What you are asked to do – Copy each line of the records that includes "roads".

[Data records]
= = = = = = =

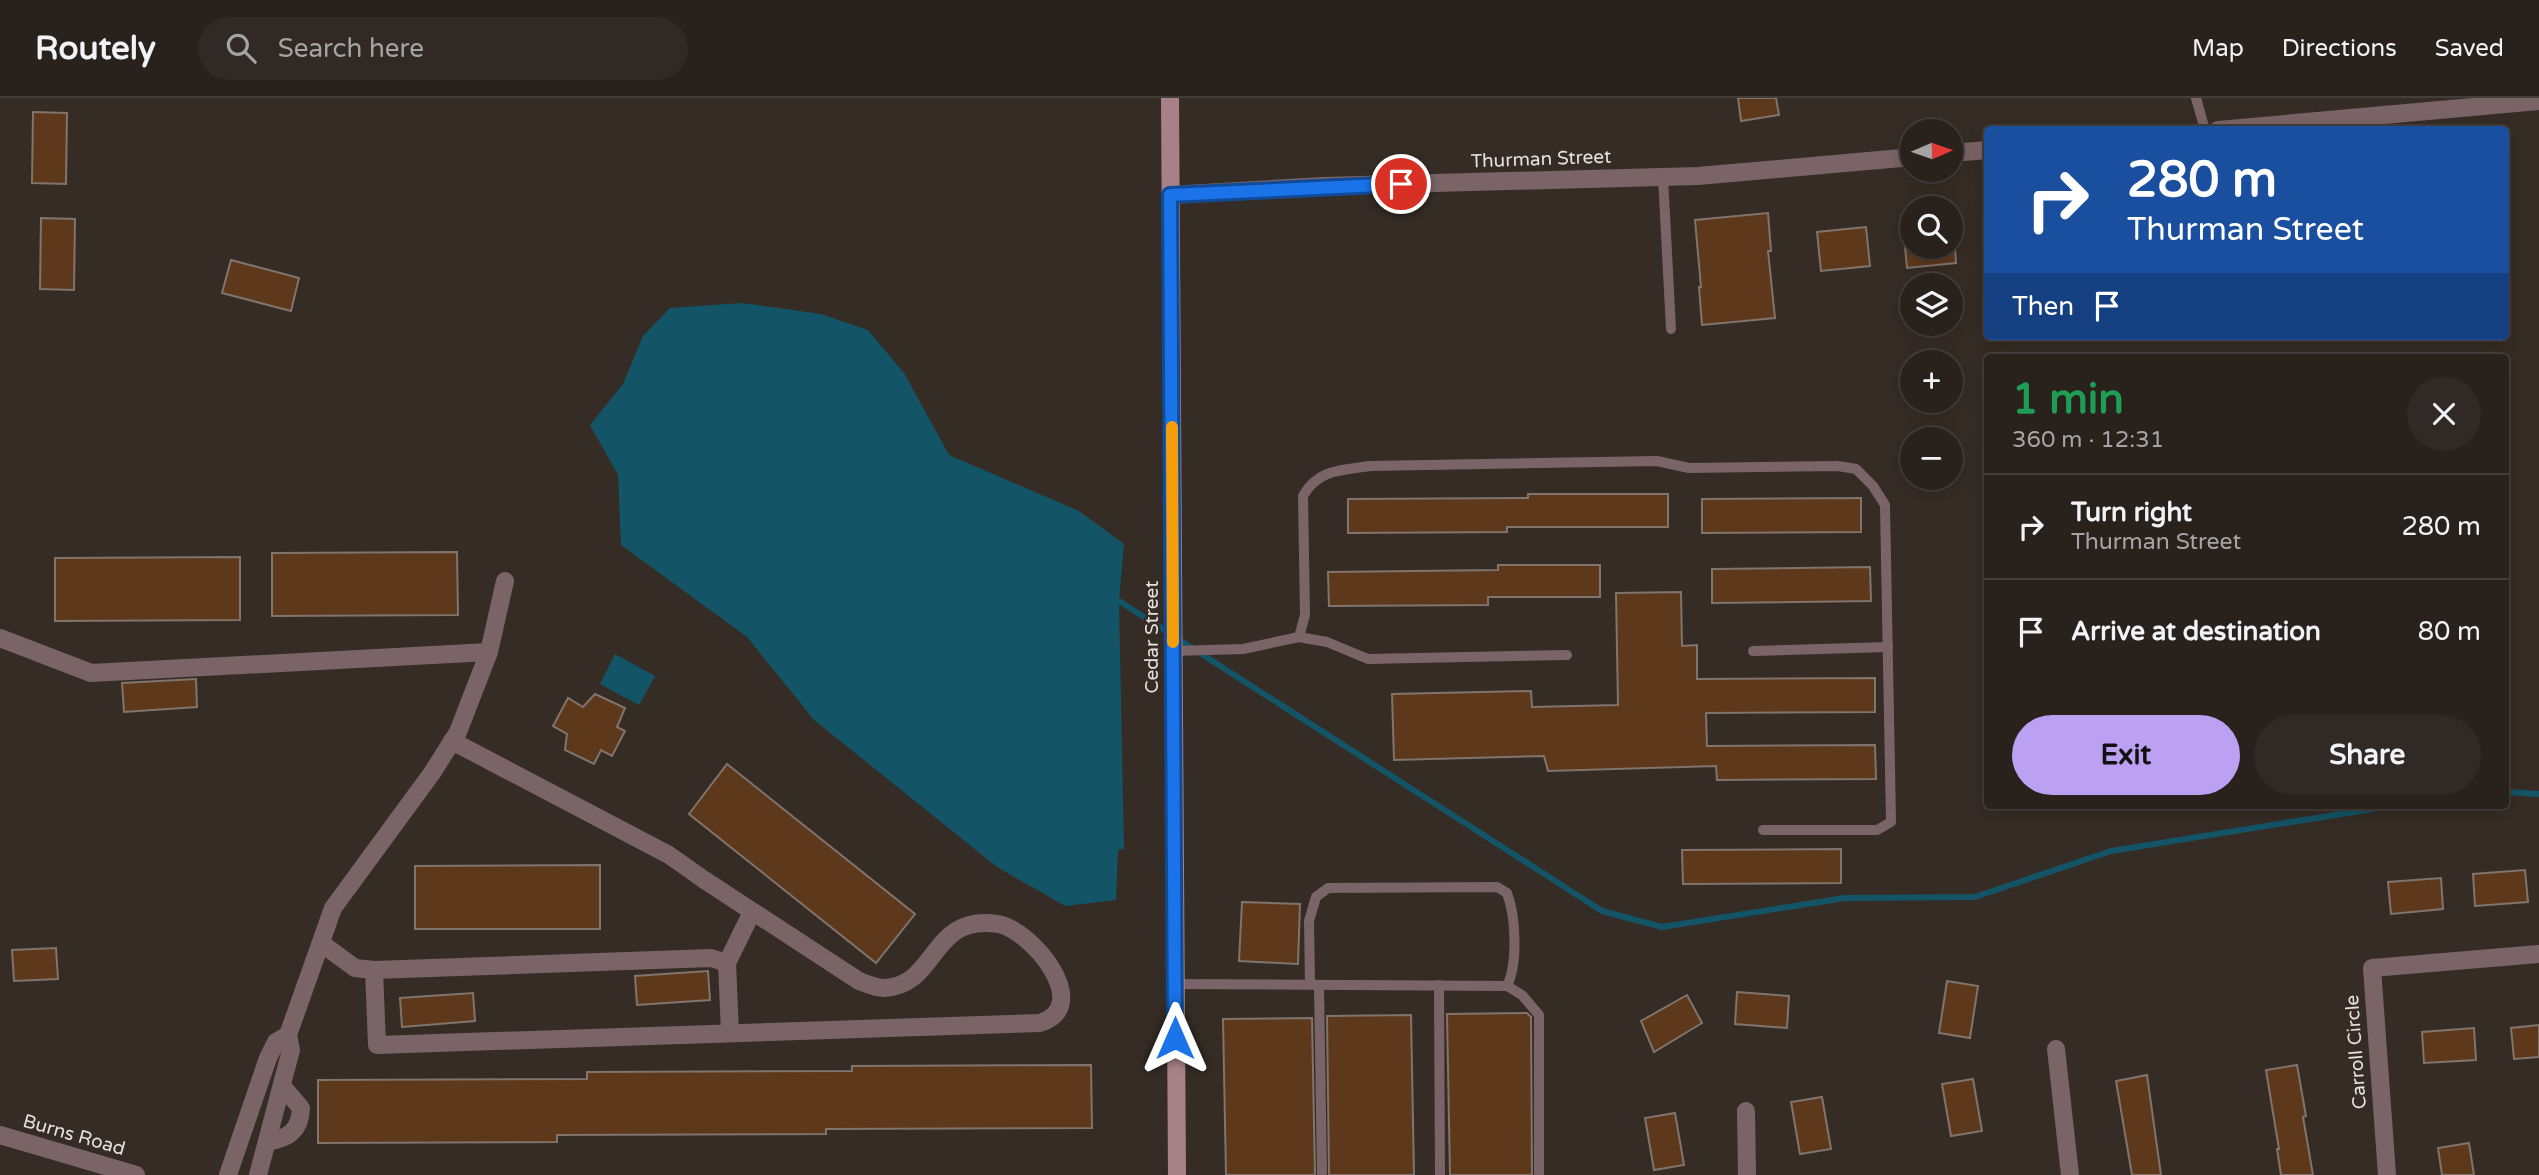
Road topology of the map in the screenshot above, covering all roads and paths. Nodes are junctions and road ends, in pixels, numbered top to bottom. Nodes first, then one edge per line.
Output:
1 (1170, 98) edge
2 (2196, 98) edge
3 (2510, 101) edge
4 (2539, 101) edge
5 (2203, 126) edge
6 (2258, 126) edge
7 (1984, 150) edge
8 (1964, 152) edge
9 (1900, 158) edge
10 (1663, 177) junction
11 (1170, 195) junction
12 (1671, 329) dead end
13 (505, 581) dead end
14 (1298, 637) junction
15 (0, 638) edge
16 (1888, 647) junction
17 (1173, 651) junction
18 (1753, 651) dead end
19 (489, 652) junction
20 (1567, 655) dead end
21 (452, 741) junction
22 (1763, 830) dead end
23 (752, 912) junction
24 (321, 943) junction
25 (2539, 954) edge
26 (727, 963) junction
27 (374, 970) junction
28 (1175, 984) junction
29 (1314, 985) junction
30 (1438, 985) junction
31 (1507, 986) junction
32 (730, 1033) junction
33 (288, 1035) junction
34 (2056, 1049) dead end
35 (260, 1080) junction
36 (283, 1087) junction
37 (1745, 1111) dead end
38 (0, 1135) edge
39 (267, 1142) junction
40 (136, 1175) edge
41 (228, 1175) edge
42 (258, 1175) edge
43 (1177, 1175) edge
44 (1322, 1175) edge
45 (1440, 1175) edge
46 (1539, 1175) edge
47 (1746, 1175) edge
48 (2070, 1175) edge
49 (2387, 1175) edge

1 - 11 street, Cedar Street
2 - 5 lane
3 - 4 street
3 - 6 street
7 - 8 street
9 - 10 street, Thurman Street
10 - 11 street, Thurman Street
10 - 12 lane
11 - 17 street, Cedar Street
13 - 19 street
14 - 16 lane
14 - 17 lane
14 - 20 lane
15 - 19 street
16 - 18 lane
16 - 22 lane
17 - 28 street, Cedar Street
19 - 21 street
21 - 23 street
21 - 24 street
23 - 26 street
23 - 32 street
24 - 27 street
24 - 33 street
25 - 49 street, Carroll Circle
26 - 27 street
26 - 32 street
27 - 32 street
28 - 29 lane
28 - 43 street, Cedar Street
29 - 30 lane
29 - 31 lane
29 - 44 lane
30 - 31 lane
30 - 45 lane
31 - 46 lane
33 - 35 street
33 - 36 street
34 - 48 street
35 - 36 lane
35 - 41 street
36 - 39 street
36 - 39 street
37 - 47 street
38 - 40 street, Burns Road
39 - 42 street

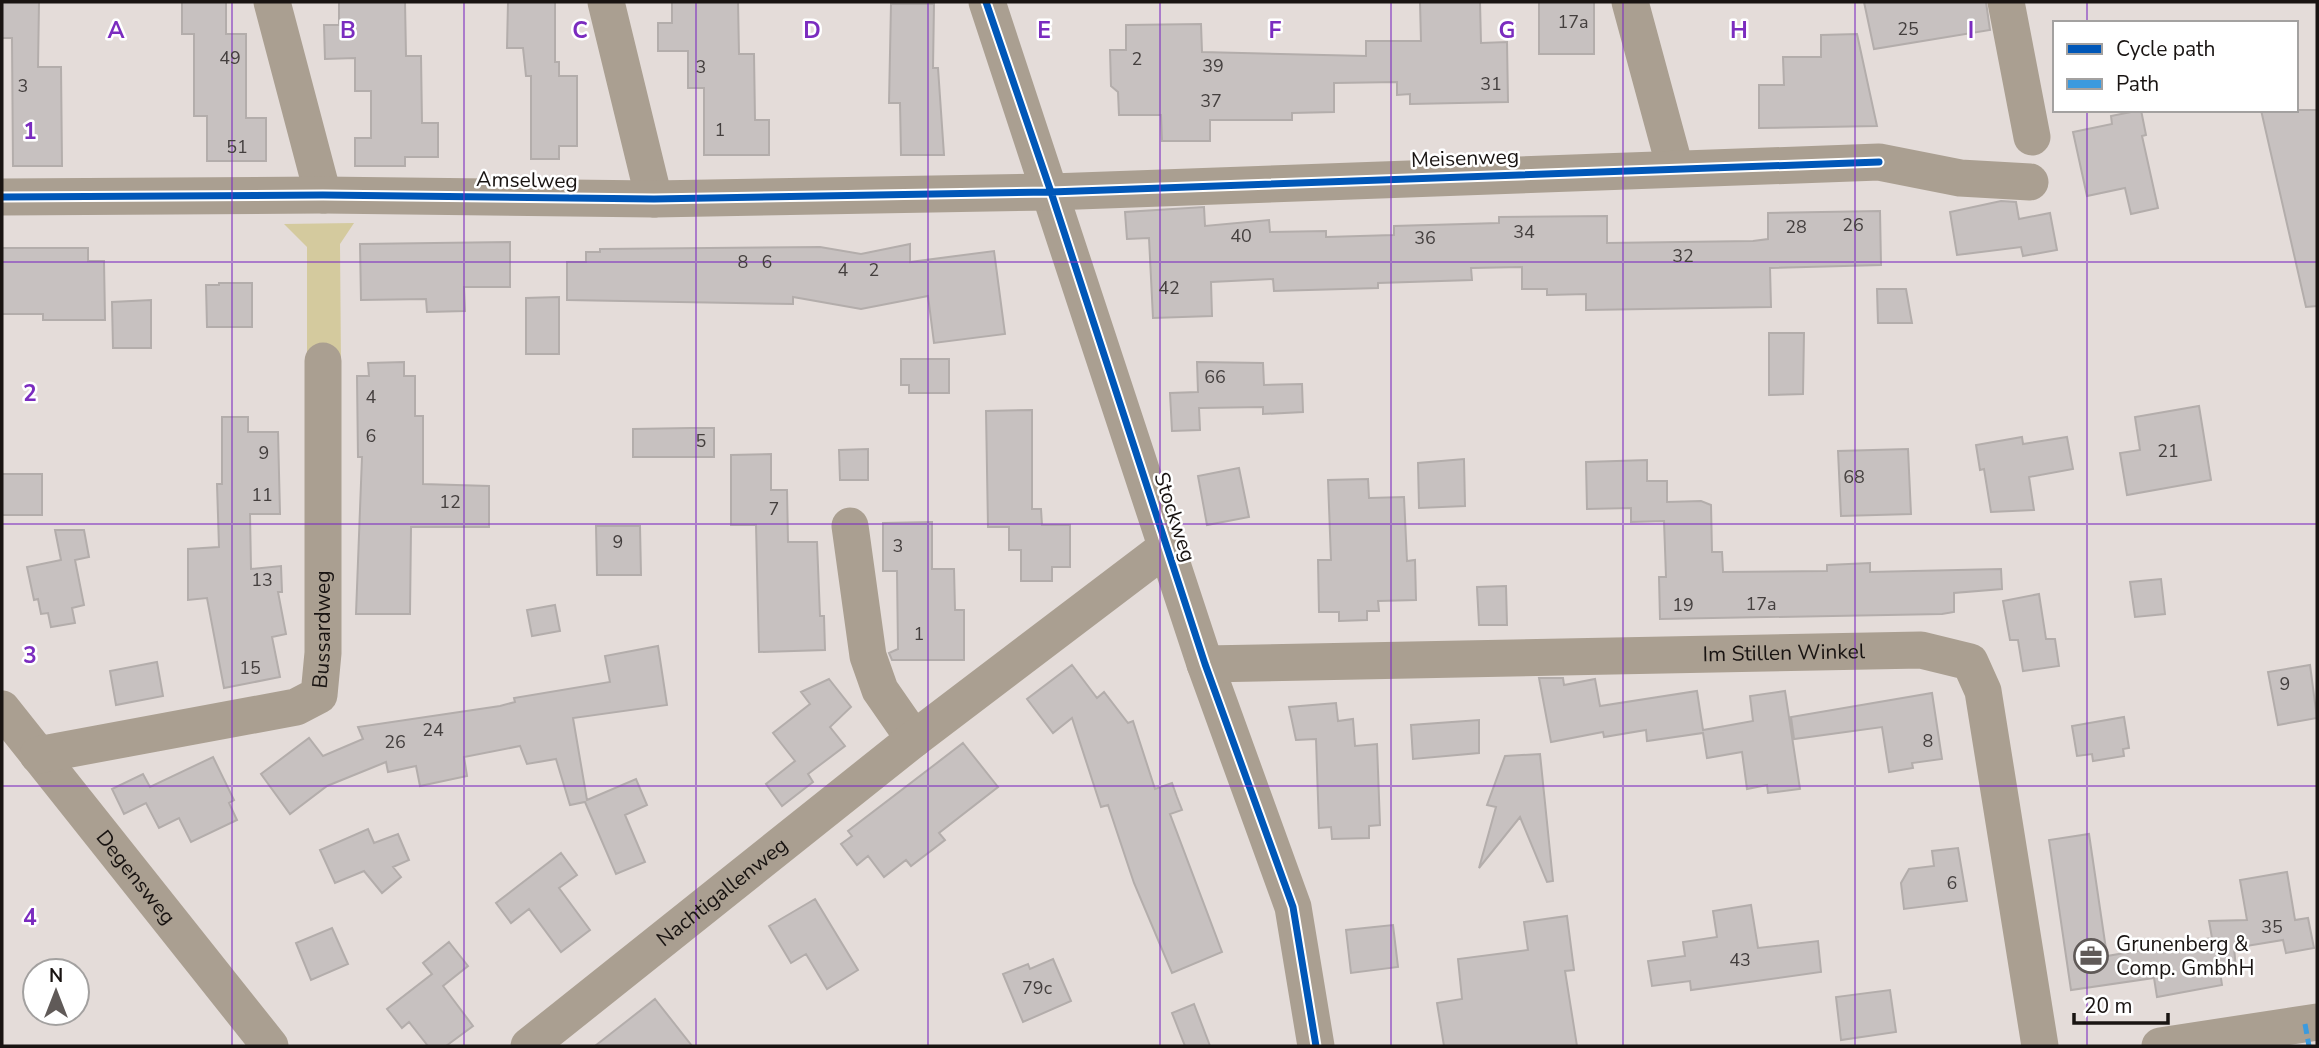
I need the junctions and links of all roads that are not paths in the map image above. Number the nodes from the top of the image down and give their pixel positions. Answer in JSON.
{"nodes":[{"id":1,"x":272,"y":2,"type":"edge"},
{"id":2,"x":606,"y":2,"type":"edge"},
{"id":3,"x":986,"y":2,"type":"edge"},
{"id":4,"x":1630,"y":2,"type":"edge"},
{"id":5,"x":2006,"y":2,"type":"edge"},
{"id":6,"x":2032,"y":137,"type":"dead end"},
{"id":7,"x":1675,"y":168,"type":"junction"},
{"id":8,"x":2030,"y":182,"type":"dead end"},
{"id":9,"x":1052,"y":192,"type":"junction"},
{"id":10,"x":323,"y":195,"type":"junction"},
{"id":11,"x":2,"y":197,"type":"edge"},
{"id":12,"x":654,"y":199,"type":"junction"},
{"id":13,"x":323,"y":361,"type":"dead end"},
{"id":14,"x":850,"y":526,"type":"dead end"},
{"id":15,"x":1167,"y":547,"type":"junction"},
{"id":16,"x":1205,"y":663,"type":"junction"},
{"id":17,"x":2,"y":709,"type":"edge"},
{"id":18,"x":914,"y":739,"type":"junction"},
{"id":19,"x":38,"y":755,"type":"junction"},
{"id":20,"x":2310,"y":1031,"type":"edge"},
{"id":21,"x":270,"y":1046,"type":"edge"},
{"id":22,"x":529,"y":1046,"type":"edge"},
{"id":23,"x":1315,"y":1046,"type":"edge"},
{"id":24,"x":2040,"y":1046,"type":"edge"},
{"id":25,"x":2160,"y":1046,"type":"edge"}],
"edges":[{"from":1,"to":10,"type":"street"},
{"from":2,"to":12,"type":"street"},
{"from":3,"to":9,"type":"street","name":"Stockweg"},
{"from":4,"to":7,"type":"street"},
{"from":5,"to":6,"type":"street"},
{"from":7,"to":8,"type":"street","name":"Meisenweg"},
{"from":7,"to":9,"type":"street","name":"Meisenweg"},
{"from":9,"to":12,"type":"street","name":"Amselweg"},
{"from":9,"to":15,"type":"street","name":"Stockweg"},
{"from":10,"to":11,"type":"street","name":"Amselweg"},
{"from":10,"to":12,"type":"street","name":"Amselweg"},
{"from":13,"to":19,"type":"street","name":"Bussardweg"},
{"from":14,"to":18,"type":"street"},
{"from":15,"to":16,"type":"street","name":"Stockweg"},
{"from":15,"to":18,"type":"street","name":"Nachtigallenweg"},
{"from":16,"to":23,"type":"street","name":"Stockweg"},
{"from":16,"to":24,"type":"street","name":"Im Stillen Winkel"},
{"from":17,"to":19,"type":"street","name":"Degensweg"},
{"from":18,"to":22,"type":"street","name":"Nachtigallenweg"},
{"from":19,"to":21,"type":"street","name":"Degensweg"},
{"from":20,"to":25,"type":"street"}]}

= = = = = = =

Result of the task –
Road topology of the map in the screenshot above, covering all roads and paths. Nodes are junctions and road ends, in pixels, numbered top to bottom. Nodes first, then one edge per line.
I need the junctions and links of all roads that are not paths in the map image above. Number the nodes from the top of the image down and give their pixel positions. Answer in JSON.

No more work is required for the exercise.